TASK DESCRIPTION:
Among the records that follow, find each line holding the word "text" and copy it.

GIVEN RECORDS:
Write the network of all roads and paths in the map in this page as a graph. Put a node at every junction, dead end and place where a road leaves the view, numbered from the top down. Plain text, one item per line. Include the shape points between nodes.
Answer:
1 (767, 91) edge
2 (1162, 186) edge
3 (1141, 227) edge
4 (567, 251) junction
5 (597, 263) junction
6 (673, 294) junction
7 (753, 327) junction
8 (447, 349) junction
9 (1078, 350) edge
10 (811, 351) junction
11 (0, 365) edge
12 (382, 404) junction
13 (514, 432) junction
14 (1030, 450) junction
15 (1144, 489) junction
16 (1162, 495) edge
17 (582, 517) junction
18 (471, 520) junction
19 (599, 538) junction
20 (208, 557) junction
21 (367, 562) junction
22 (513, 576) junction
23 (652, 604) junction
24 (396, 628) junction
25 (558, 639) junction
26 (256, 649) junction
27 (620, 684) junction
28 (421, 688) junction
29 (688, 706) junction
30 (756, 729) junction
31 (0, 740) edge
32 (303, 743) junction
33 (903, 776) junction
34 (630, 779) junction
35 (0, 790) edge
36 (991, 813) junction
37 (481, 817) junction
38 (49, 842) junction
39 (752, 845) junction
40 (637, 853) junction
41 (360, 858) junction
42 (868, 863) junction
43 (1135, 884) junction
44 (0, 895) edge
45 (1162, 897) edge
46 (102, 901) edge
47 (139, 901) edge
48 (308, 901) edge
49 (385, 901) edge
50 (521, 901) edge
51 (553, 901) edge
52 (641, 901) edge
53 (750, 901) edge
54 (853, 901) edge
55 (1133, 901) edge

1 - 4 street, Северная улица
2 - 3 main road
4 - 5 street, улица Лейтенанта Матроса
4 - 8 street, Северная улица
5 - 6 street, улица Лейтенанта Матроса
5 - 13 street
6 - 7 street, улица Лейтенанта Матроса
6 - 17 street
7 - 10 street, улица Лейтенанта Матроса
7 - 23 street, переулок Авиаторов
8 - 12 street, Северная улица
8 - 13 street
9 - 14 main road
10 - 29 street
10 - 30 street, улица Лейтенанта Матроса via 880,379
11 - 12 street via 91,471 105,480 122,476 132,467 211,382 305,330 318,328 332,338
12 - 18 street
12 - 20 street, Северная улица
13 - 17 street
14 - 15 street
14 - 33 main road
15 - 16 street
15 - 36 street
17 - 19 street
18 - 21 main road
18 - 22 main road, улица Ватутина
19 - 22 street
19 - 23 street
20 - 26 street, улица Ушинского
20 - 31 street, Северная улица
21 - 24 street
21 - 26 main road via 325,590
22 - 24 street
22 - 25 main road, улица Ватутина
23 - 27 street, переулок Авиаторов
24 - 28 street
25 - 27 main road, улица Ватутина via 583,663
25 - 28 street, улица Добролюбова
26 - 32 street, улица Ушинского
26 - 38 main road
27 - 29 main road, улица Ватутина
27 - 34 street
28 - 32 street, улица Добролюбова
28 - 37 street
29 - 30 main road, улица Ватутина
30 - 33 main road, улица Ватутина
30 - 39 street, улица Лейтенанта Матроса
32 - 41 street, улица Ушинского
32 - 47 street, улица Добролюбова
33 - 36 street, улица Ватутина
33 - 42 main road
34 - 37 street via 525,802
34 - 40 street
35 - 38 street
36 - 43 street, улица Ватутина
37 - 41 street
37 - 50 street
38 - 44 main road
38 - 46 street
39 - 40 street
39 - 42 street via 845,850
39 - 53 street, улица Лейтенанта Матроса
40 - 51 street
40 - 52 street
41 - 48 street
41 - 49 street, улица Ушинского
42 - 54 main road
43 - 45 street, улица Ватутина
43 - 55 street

* * *

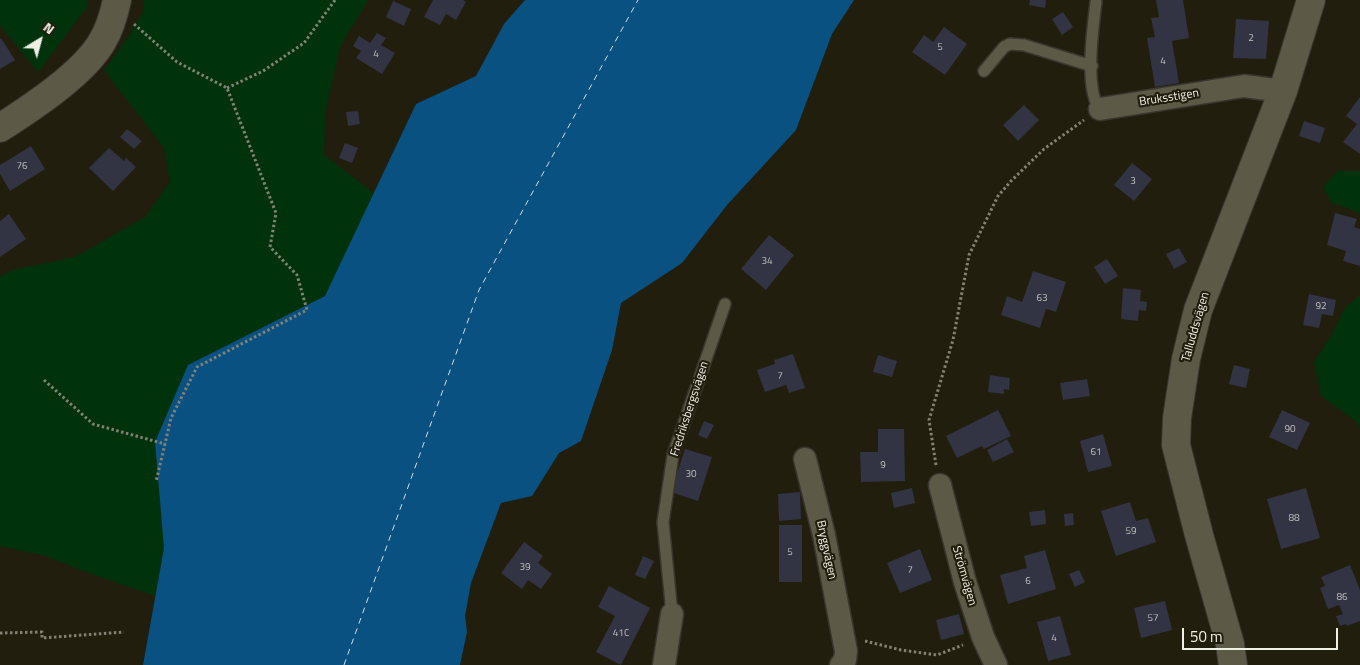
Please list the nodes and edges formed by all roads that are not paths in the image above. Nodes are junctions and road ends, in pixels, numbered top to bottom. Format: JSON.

---

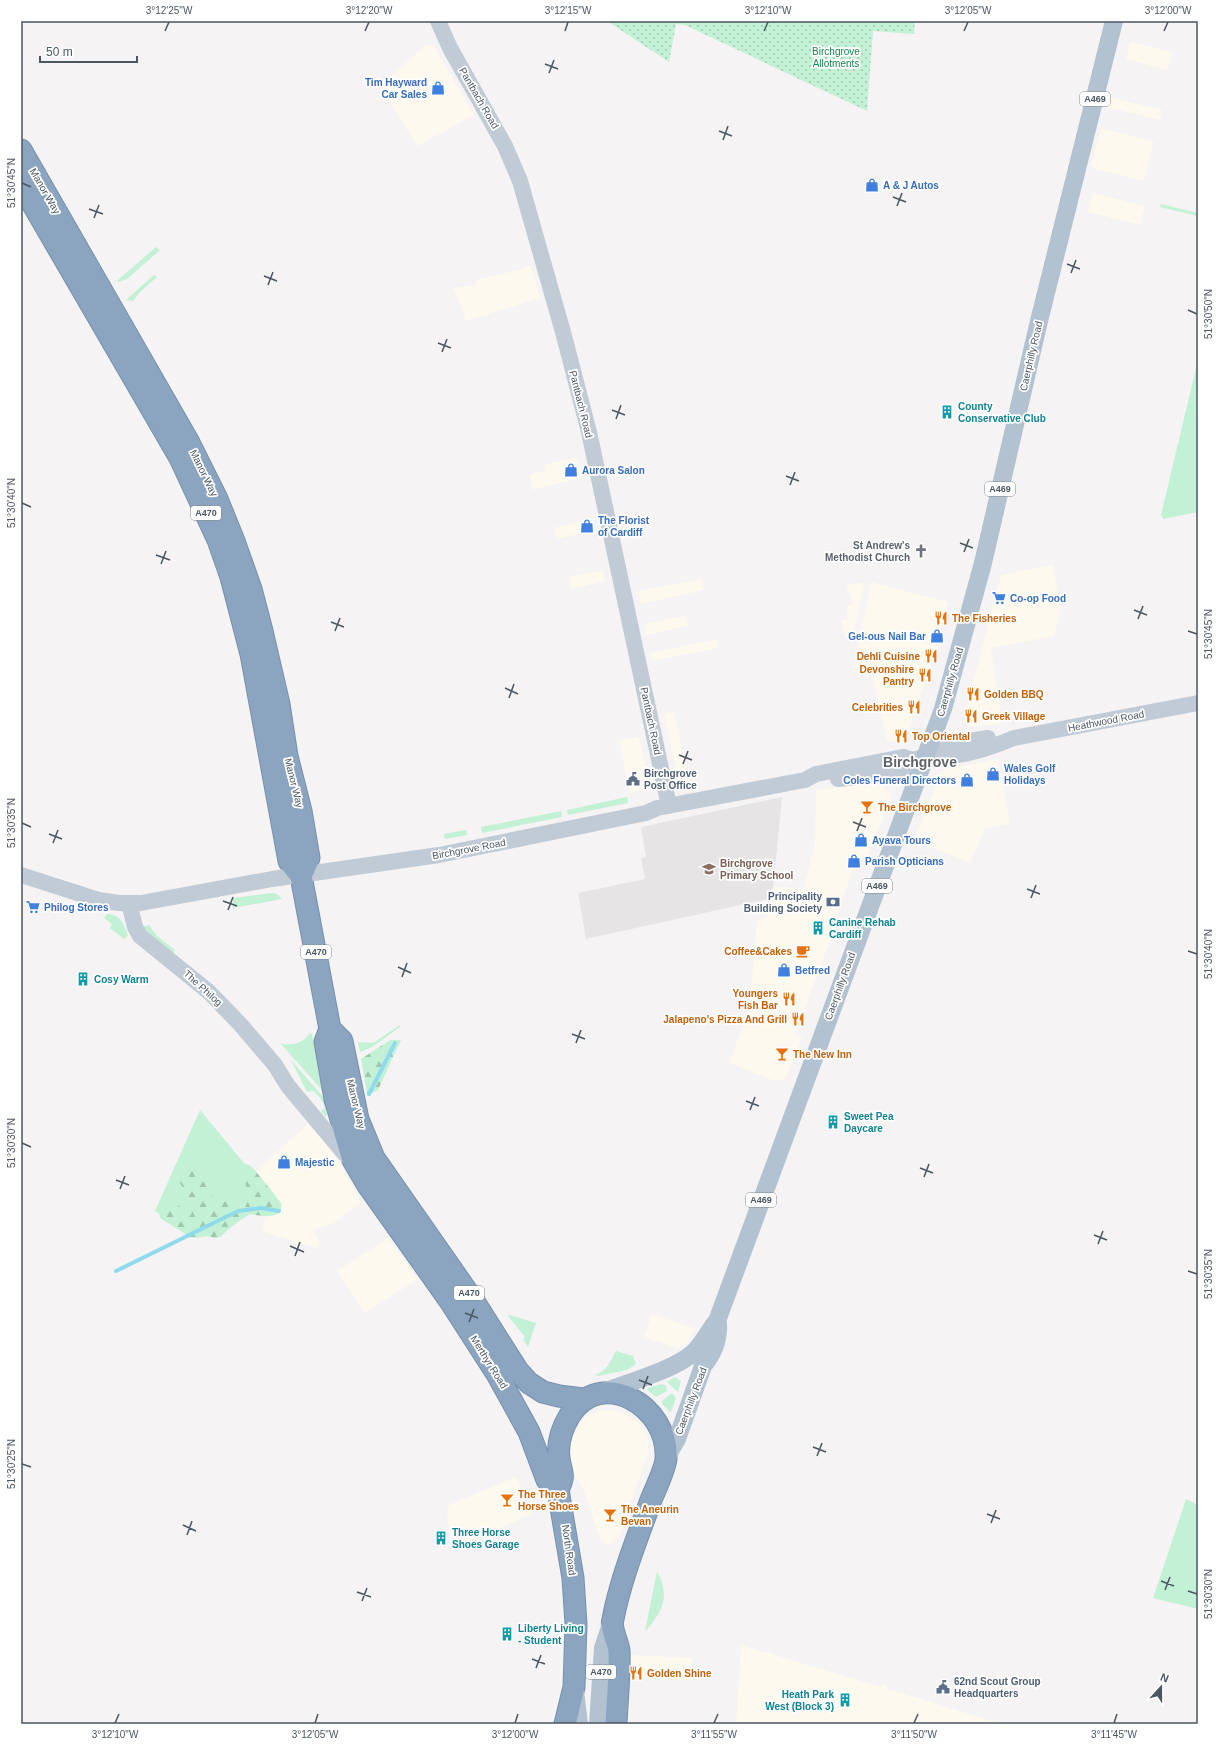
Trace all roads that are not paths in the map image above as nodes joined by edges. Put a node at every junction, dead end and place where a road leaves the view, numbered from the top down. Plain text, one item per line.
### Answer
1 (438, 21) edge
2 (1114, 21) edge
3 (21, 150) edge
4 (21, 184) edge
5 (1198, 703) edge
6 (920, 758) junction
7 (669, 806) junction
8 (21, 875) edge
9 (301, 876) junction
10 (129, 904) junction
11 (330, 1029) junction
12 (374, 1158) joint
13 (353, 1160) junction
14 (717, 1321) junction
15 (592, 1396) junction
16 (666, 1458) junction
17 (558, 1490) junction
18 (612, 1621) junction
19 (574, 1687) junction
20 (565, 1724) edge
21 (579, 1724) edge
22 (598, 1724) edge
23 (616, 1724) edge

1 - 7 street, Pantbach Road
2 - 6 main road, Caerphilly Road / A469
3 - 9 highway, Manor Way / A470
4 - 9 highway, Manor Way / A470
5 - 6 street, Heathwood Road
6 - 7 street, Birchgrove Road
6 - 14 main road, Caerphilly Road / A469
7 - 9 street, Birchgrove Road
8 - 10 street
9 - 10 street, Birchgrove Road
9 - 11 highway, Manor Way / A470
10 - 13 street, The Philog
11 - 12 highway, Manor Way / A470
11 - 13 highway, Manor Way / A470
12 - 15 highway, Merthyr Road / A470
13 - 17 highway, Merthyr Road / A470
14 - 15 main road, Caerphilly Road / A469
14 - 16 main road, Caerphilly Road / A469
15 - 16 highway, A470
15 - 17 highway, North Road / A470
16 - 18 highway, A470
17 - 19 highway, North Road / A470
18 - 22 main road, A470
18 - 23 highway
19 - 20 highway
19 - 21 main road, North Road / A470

YOUR RESPONSE:
Write the network of all roads and paths in the map in this page as a graph. Put a node at every junction, dead end and place where a road leaves the view, numbered from the top down. Plain text, one item per line. Include the shape points between nodes.
Trace all roads that are not paths in the map image above as nodes joined by edges. Put a node at every junction, dead end and place where a road leaves the view, numbered from the top down. Plain text, one item per line.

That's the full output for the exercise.